Stored items

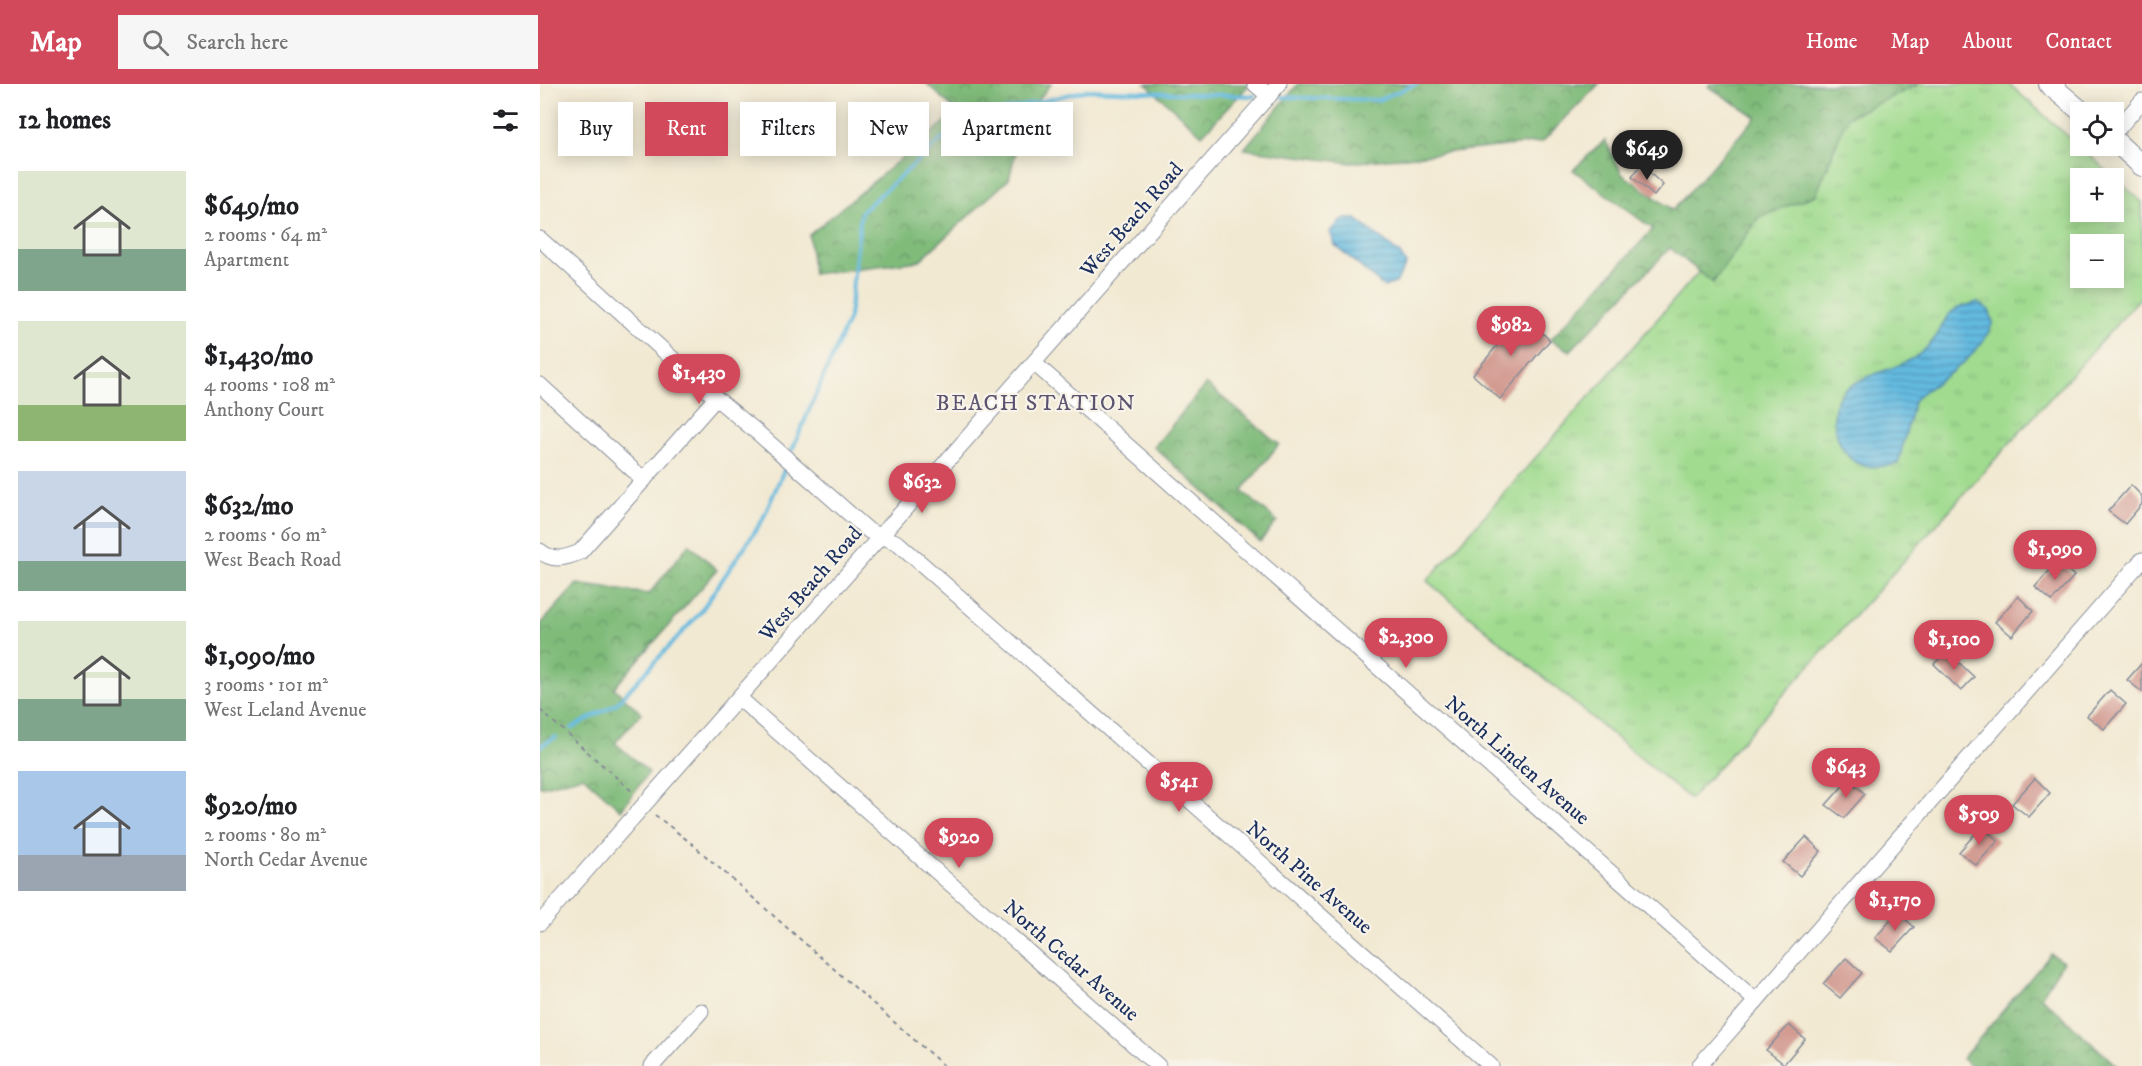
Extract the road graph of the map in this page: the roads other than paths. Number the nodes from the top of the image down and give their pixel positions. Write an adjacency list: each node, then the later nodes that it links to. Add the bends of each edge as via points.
1 (1255, 84): 3 (street)
2 (2049, 84): 5 (main road)
3 (1274, 90): 10 (street, West Beach Road)
4 (2142, 101): 6 (street)
5 (2070, 102)
6 (2124, 122)
7 (2124, 149): 8 (main road)
8 (2142, 166)
9 (540, 239): 12 (street, North Pine Avenue)
10 (1034, 363): 14 (street, West Beach Road); 19 (street, North Linden Avenue)
11 (540, 386): 13 (street)
12 (716, 399): 13 (street); 14 (street, North Pine Avenue, via 868,531)
13 (644, 480): 15 (street, via 580,552 563,558 547,557)
14 (881, 536): 17 (street, West Beach Road); 23 (street, North Pine Avenue, via 898,543)
15 (540, 551)
16 (2142, 560): 19 (street)
17 (738, 698): 18 (street, West Beach Road); 22 (street, North Cedar Avenue)
18 (540, 923)
19 (1756, 1001): 24 (street)
20 (701, 1011): 21 (street)
21 (652, 1066)
22 (1158, 1066)
23 (1491, 1066)
24 (1699, 1066)

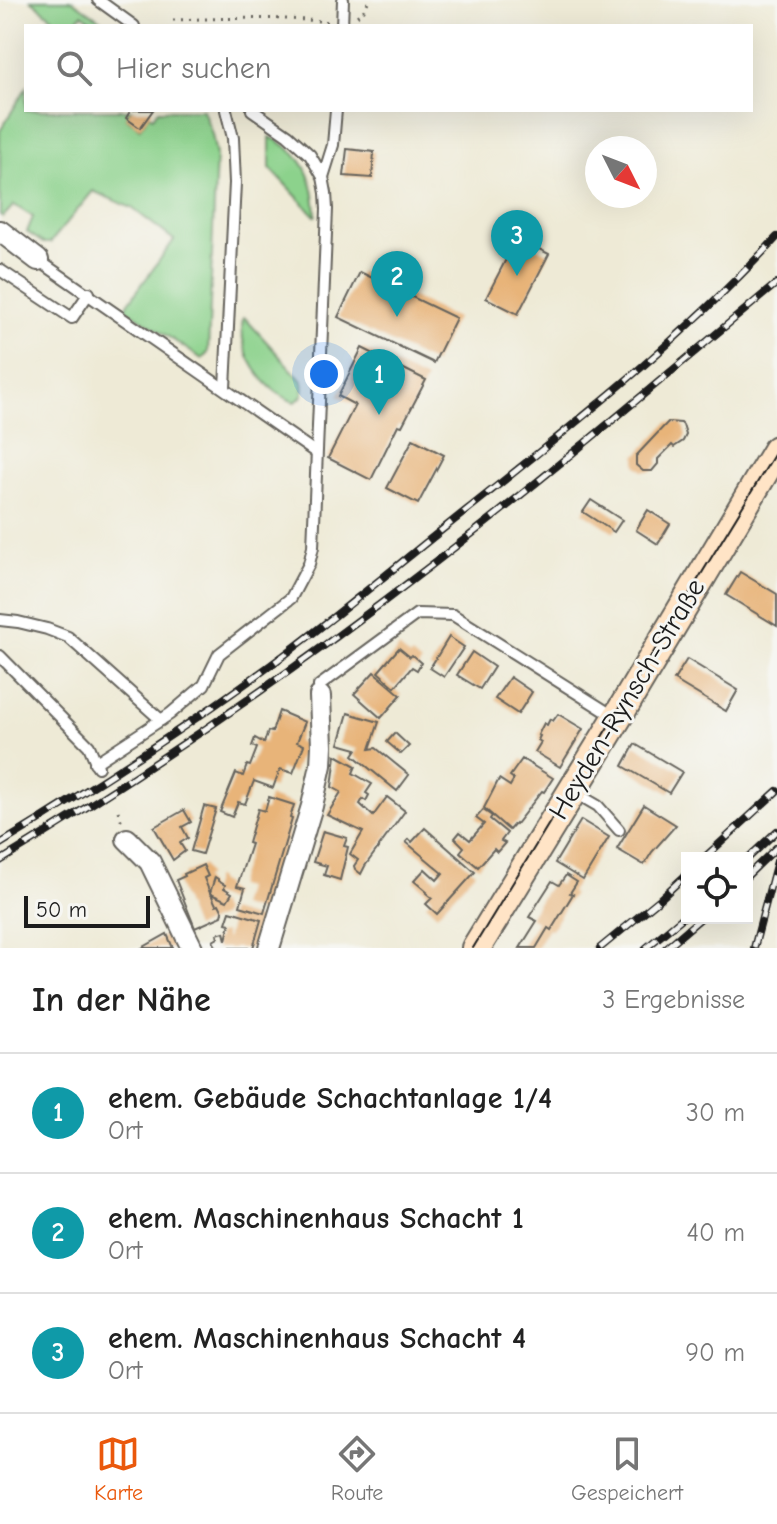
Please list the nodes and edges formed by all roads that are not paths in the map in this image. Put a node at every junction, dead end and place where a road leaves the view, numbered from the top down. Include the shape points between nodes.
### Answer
1 (98, 0) edge
2 (343, 0) edge
3 (131, 24) edge
4 (342, 24) edge
5 (226, 112) edge
6 (255, 112) edge
7 (336, 112) edge
8 (323, 177) junction
9 (0, 231) edge
10 (38, 260) joint
11 (0, 270) edge
12 (89, 293) junction
13 (225, 388) junction
14 (777, 450) edge
15 (315, 452) junction
16 (0, 620) edge
17 (0, 656) edge
18 (320, 696) joint
19 (617, 718) junction
20 (161, 720) junction
21 (573, 791) junction
22 (619, 830) dead end
23 (127, 839) dead end
24 (192, 948) edge
25 (269, 948) edge
26 (476, 948) edge

1 - 3 lane
2 - 4 lane
5 - 13 lane via 235,183
6 - 8 lane via 310,155
7 - 8 lane
8 - 15 lane via 327,209
9 - 10 street
10 - 12 lane
11 - 12 lane via 72,318
12 - 13 lane
13 - 15 lane
14 - 19 main road, Heyden-Rynsch-Straße
15 - 20 lane via 313,547 297,589 219,654 204,685
16 - 20 lane via 68,637
17 - 20 lane via 89,746 96,765
18 - 19 lane via 319,686 417,614 453,615
18 - 25 street via 321,765
19 - 21 main road, Heyden-Rynsch-Straße
21 - 22 lane via 598,806
21 - 26 main road, Heyden-Rynsch-Straße
23 - 24 street via 150,862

__What you will do__. Output the full set of records above without changing a word, and drop the images.

__Reply__.
Extract the road graph of the map in this page: the roads other than paths. Number the nodes from the top of the image down and give their pixel positions. Write an adjacency list: each node, then the later nodes that it links to. Add the bends of each edge as via points.
1 (1255, 84): 3 (street)
2 (2049, 84): 5 (main road)
3 (1274, 90): 10 (street, West Beach Road)
4 (2142, 101): 6 (street)
5 (2070, 102)
6 (2124, 122)
7 (2124, 149): 8 (main road)
8 (2142, 166)
9 (540, 239): 12 (street, North Pine Avenue)
10 (1034, 363): 14 (street, West Beach Road); 19 (street, North Linden Avenue)
11 (540, 386): 13 (street)
12 (716, 399): 13 (street); 14 (street, North Pine Avenue, via 868,531)
13 (644, 480): 15 (street, via 580,552 563,558 547,557)
14 (881, 536): 17 (street, West Beach Road); 23 (street, North Pine Avenue, via 898,543)
15 (540, 551)
16 (2142, 560): 19 (street)
17 (738, 698): 18 (street, West Beach Road); 22 (street, North Cedar Avenue)
18 (540, 923)
19 (1756, 1001): 24 (street)
20 (701, 1011): 21 (street)
21 (652, 1066)
22 (1158, 1066)
23 (1491, 1066)
24 (1699, 1066)

Please list the nodes and edges formed by all roads that are not paths in the map in this image. Put a node at every junction, dead end and place where a road leaves the view, numbered from the top down. Include the shape points between nodes.
### Answer
1 (98, 0) edge
2 (343, 0) edge
3 (131, 24) edge
4 (342, 24) edge
5 (226, 112) edge
6 (255, 112) edge
7 (336, 112) edge
8 (323, 177) junction
9 (0, 231) edge
10 (38, 260) joint
11 (0, 270) edge
12 (89, 293) junction
13 (225, 388) junction
14 (777, 450) edge
15 (315, 452) junction
16 (0, 620) edge
17 (0, 656) edge
18 (320, 696) joint
19 (617, 718) junction
20 (161, 720) junction
21 (573, 791) junction
22 (619, 830) dead end
23 (127, 839) dead end
24 (192, 948) edge
25 (269, 948) edge
26 (476, 948) edge

1 - 3 lane
2 - 4 lane
5 - 13 lane via 235,183
6 - 8 lane via 310,155
7 - 8 lane
8 - 15 lane via 327,209
9 - 10 street
10 - 12 lane
11 - 12 lane via 72,318
12 - 13 lane
13 - 15 lane
14 - 19 main road, Heyden-Rynsch-Straße
15 - 20 lane via 313,547 297,589 219,654 204,685
16 - 20 lane via 68,637
17 - 20 lane via 89,746 96,765
18 - 19 lane via 319,686 417,614 453,615
18 - 25 street via 321,765
19 - 21 main road, Heyden-Rynsch-Straße
21 - 22 lane via 598,806
21 - 26 main road, Heyden-Rynsch-Straße
23 - 24 street via 150,862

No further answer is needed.